* [TASK TO COMPLETE] Lines with the string "Marley" in the data below: report how many there are, and write nothing but the number.

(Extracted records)
▶

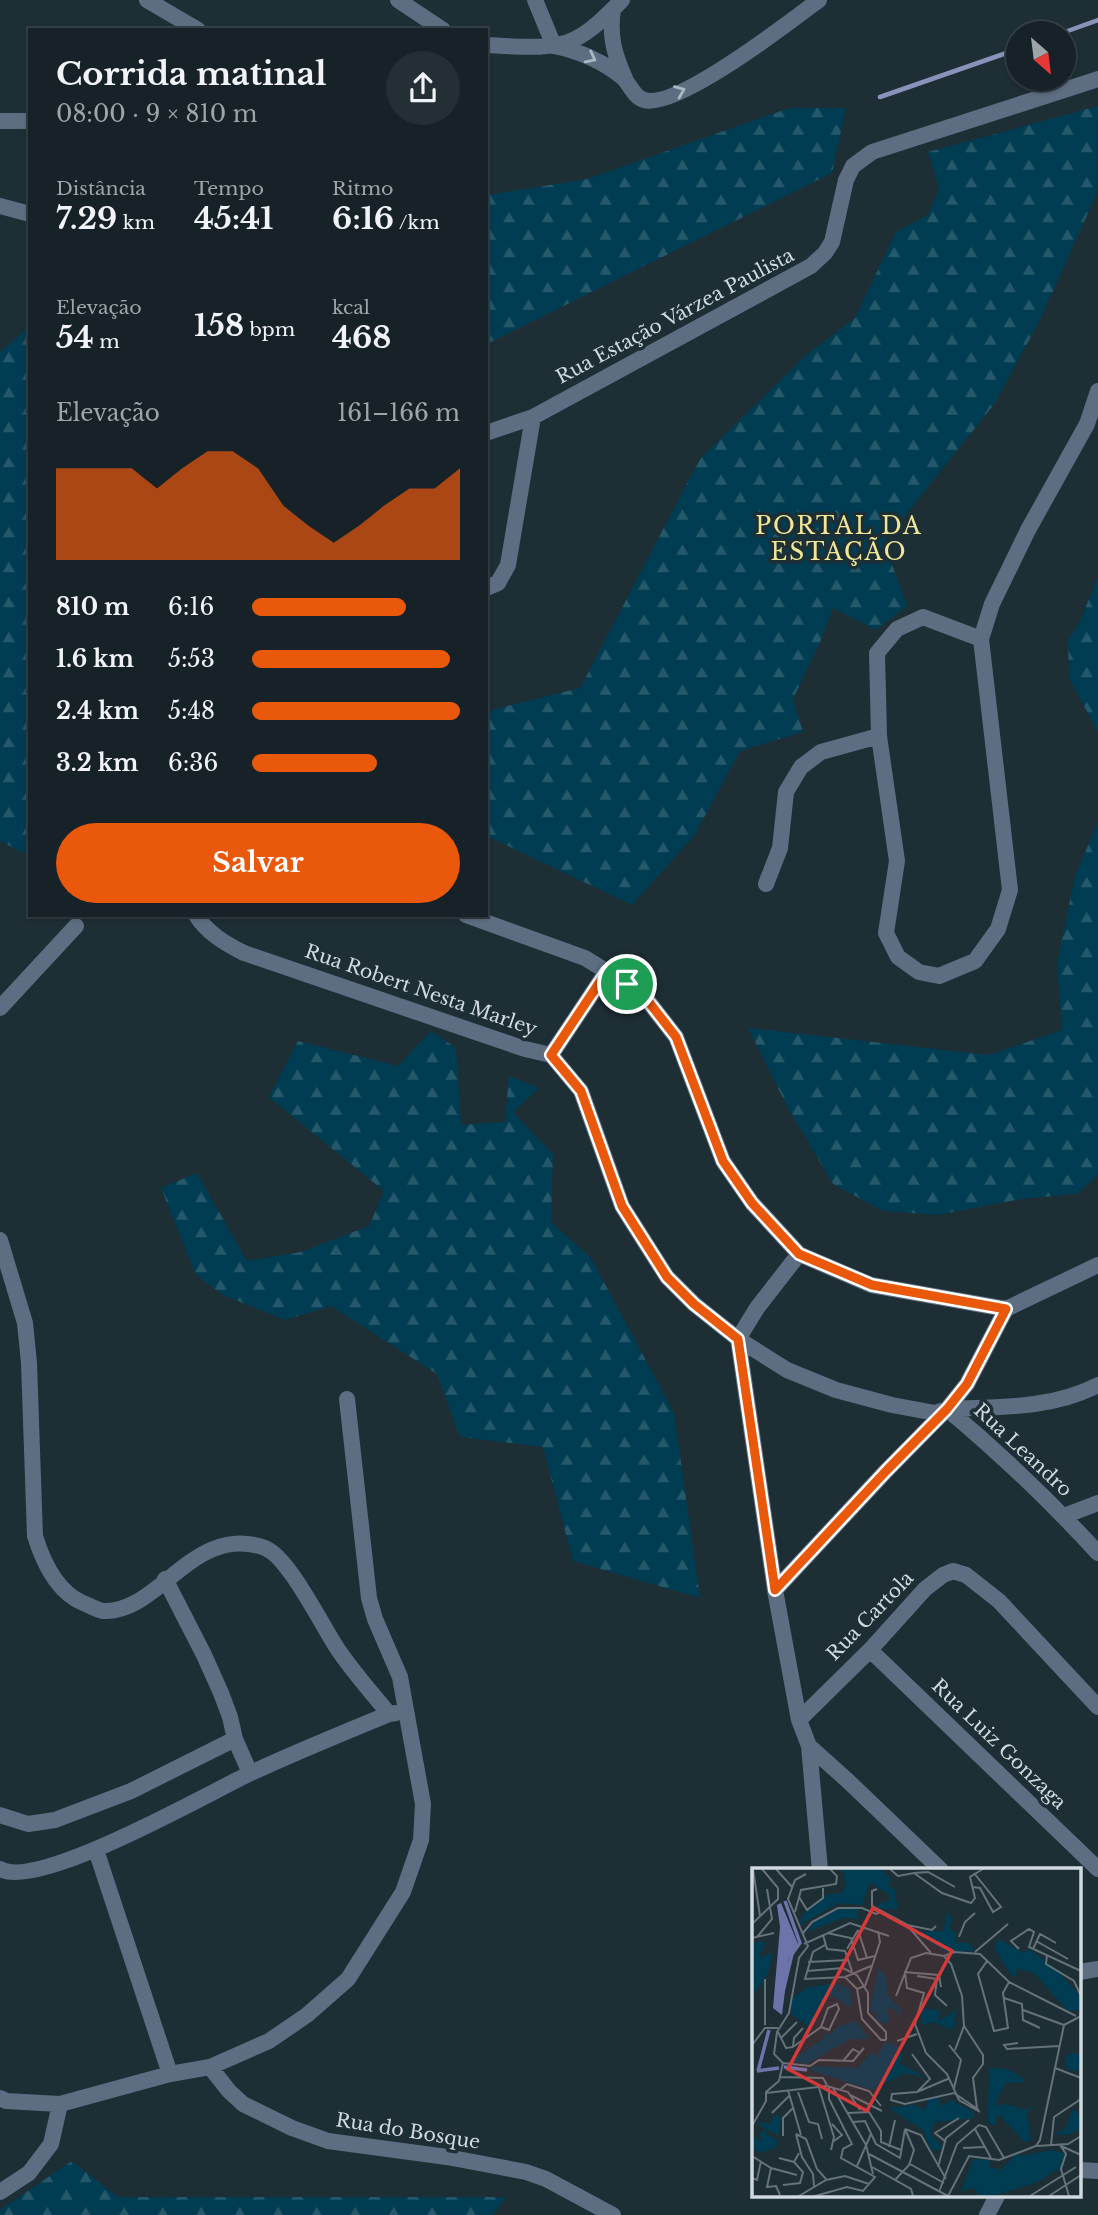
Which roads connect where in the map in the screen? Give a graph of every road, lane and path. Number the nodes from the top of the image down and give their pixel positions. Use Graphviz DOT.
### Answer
graph roads {
  1 [pos="147,0"];
  2 [pos="398,0"];
  3 [pos="535,0"];
  4 [pos="819,0"];
  5 [pos="617,5"];
  6 [pos="195,28"];
  7 [pos="440,28"];
  8 [pos="554,46"];
  9 [pos="490,48"];
  10 [pos="625,78"];
  11 [pos="1098,79"];
  12 [pos="0,121"];
  13 [pos="28,121"];
  14 [pos="0,206"];
  15 [pos="28,213"];
  16 [pos="1098,391"];
  17 [pos="533,417"];
  18 [pos="488,432"];
  19 [pos="488,587"];
  20 [pos="981,639"];
  21 [pos="879,736"];
  22 [pos="766,884"];
  23 [pos="197,917"];
  24 [pos="472,917"];
  25 [pos="76,926"];
  26 [pos="607,971"];
  27 [pos="0,1008"];
  28 [pos="551,1055"];
  29 [pos="0,1240"];
  30 [pos="799,1254"];
  31 [pos="1098,1265"];
  32 [pos="1006,1309"];
  33 [pos="738,1339"];
  34 [pos="1098,1385"];
  35 [pos="347,1399"];
  36 [pos="947,1409"];
  37 [pos="1098,1503"];
  38 [pos="1064,1516"];
  39 [pos="1098,1553"];
  40 [pos="165,1579"];
  41 [pos="775,1590"];
  42 [pos="870,1650"];
  43 [pos="1098,1707"];
  44 [pos="397,1713"];
  45 [pos="799,1720"];
  46 [pos="235,1739"];
  47 [pos="808,1746"];
  48 [pos="250,1773"];
  49 [pos="0,1815"];
  50 [pos="96,1850"];
  51 [pos="820,1868"];
  52 [pos="939,1868"];
  53 [pos="1098,1868"];
  54 [pos="0,1869"];
  55 [pos="1098,1969"];
  56 [pos="1080,1972"];
  57 [pos="210,2067"];
  58 [pos="170,2074"];
  59 [pos="0,2098"];
  60 [pos="60,2104"];
  61 [pos="1080,2170"];
  62 [pos="1098,2171"];
  63 [pos="0,2192"];
  64 [pos="996,2198"];
  65 [pos="613,2215"];
  66 [pos="987,2215"];
  1 -- 6 [label="street"];
  2 -- 7 [label="street"];
  3 -- 8 [label="street"];
  10 -- 4 [label="street, one-way"];
  5 -- 8 [label="street"];
  5 -- 10 [label="street"];
  8 -- 9 [label="street"];
  8 -- 10 [label="street, one-way"];
  11 -- 17 [label="street, Rua Estação Várzea Paulista"];
  12 -- 13 [label="street"];
  14 -- 15 [label="street"];
  16 -- 20 [label="street"];
  17 -- 18 [label="street, Rua Estação Várzea Paulista"];
  17 -- 19 [label="street"];
  20 -- 21 [label="street"];
  20 -- 21 [label="street"];
  21 -- 22 [label="street"];
  23 -- 28 [label="street, Rua Robert Nesta Marley"];
  24 -- 26 [label="street"];
  25 -- 27 [label="street"];
  26 -- 28 [label="street"];
  26 -- 30 [label="street"];
  28 -- 33 [label="street, Rua Robert Nesta Marley"];
  29 -- 40 [label="street"];
  30 -- 32 [label="street"];
  30 -- 33 [label="street"];
  31 -- 32 [label="street"];
  32 -- 36 [label="street"];
  33 -- 36 [label="street, Rua Robert Nesta Marley"];
  33 -- 41 [label="street"];
  34 -- 36 [label="street, Rua Robert Nesta Marley"];
  35 -- 44 [label="street"];
  36 -- 38 [label="street, Rua Leandro"];
  36 -- 41 [label="street"];
  37 -- 38 [label="street"];
  38 -- 39 [label="street, Rua Leandro"];
  40 -- 44 [label="street"];
  40 -- 46 [label="street"];
  41 -- 45 [label="street"];
  42 -- 43 [label="street, Rua Cartola"];
  42 -- 45 [label="street, Rua Cartola"];
  42 -- 53 [label="street, Rua Luiz Gonzaga"];
  44 -- 48 [label="street"];
  44 -- 57 [label="street"];
  45 -- 47 [label="street"];
  46 -- 48 [label="street"];
  46 -- 49 [label="street"];
  47 -- 51 [label="street"];
  47 -- 52 [label="street"];
  48 -- 50 [label="street"];
  50 -- 54 [label="street"];
  50 -- 58 [label="street"];
  55 -- 56 [label="street"];
  57 -- 58 [label="street"];
  57 -- 65 [label="street, Rua do Bosque"];
  58 -- 60 [label="street"];
  59 -- 60 [label="street"];
  60 -- 63 [label="street"];
  61 -- 62 [label="street"];
  64 -- 66 [label="street"];
}
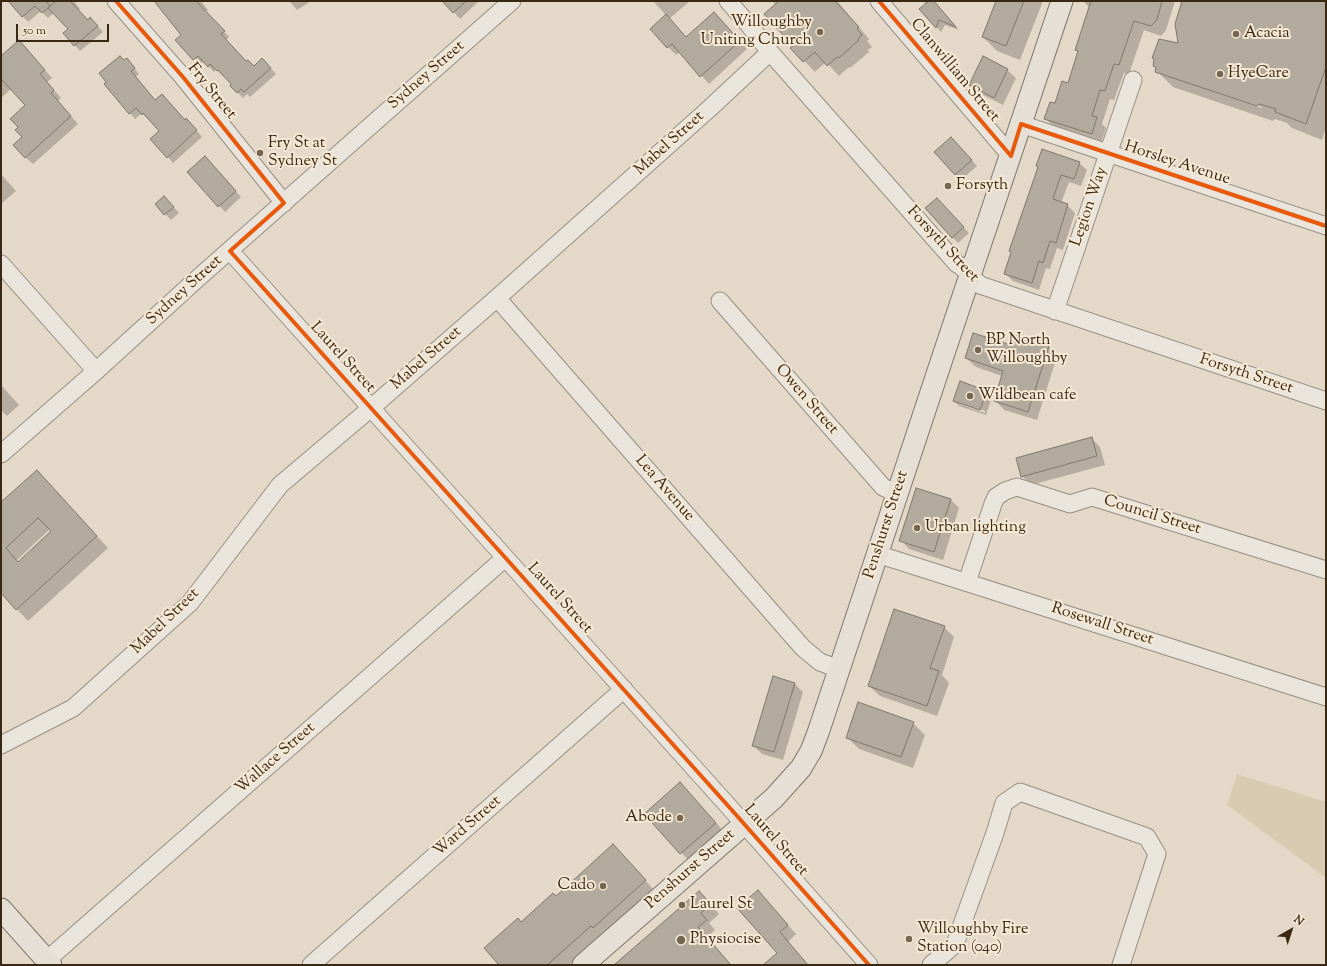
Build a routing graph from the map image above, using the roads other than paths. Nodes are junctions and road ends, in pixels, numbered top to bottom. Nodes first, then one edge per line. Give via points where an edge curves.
1 (116, 1) edge
2 (512, 1) edge
3 (728, 1) edge
4 (879, 1) edge
5 (1062, 1) edge
6 (770, 52) junction
7 (1133, 80) dead end
8 (1021, 124) junction
9 (1108, 153) junction
10 (1011, 156) junction
11 (284, 203) junction
12 (1326, 226) edge
13 (230, 251) junction
14 (1, 264) edge
15 (970, 276) junction
16 (497, 298) junction
17 (720, 301) dead end
18 (1055, 311) junction
19 (96, 371) junction
20 (1326, 401) edge
21 (371, 408) junction
22 (1, 454) edge
23 (897, 494) junction
24 (877, 554) junction
25 (505, 558) junction
26 (1326, 570) edge
27 (967, 582) junction
28 (839, 669) junction
29 (624, 689) junction
30 (1326, 696) edge
31 (1, 745) edge
32 (744, 824) junction
33 (1, 909) edge
34 (49, 963) edge
35 (312, 965) edge
36 (583, 965) edge
37 (869, 965) edge
38 (931, 965) edge
39 (1120, 965) edge

1 - 11 street, Fry Street via 183,77
2 - 11 street, Sydney Street
3 - 6 street, Forsyth Street
4 - 10 street, Clanwilliam Street
5 - 8 main road, Penshurst Street
6 - 15 street, Forsyth Street
6 - 16 street, Mabel Street
7 - 9 street, Legion Way
8 - 9 street, Horsley Avenue
8 - 10 main road, Penshurst Street
9 - 12 street, Horsley Avenue
9 - 18 street, Legion Way
10 - 15 main road, Penshurst Street
11 - 13 street, Sydney Street
13 - 19 street, Sydney Street
13 - 21 street, Laurel Street
14 - 19 street
15 - 18 street, Forsyth Street via 980,285
15 - 23 main road, Penshurst Street
16 - 21 street, Mabel Street
16 - 28 street, Lea Avenue via 803,648 820,662
17 - 23 street, Owen Street via 883,487
18 - 20 street, Forsyth Street
19 - 22 street, Sydney Street
21 - 25 street, Laurel Street
21 - 31 street, Mabel Street via 280,485 190,603 73,708
23 - 24 main road, Penshurst Street
24 - 27 street, Rosewall Street
24 - 28 main road, Penshurst Street
25 - 29 street, Laurel Street
25 - 34 street, Wallace Street
26 - 27 street, Council Street via 1092,497 1070,504 1017,487 1005,491 996,498
27 - 30 street, Rosewall Street
28 - 32 main road, Penshurst Street via 811,751 801,768 774,798
29 - 32 street, Laurel Street
29 - 35 street, Ward Street
32 - 36 main road, Penshurst Street
32 - 37 street, Laurel Street
33 - 34 main road
38 - 39 street via 955,944 1004,803 1020,792 1147,837 1157,854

◀

* [EXERCISE OUTPUT] 4